Segment Start: DATA EXCERPTS
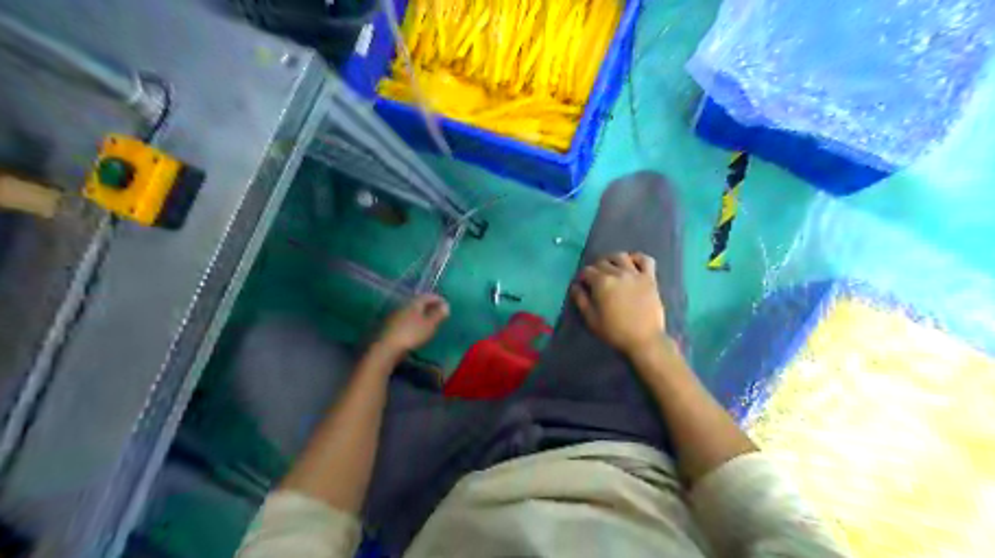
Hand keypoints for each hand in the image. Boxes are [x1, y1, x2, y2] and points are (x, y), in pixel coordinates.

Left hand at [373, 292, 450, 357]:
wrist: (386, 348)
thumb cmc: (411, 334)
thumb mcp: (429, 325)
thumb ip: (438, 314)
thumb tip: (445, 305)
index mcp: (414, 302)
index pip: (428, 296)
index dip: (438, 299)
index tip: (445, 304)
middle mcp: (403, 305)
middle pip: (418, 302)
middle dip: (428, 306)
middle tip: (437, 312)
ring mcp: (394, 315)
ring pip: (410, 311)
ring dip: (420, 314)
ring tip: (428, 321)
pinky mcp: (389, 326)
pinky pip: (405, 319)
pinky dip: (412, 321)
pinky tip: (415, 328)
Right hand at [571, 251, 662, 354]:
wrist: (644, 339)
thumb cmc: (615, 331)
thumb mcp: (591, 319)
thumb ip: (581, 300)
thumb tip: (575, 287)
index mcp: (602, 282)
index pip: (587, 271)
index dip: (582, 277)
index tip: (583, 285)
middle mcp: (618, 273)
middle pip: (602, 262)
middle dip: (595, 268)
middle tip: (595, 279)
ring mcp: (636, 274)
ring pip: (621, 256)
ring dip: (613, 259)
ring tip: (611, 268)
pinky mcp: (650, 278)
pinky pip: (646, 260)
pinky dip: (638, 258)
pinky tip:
Segment End: DATA EXCERPTS
## INSTRUCTIONS TO FOLLOW
The answer must be the number of lines in the records where the string "hand" is found, stated alone.

## COMPLETED TASK
3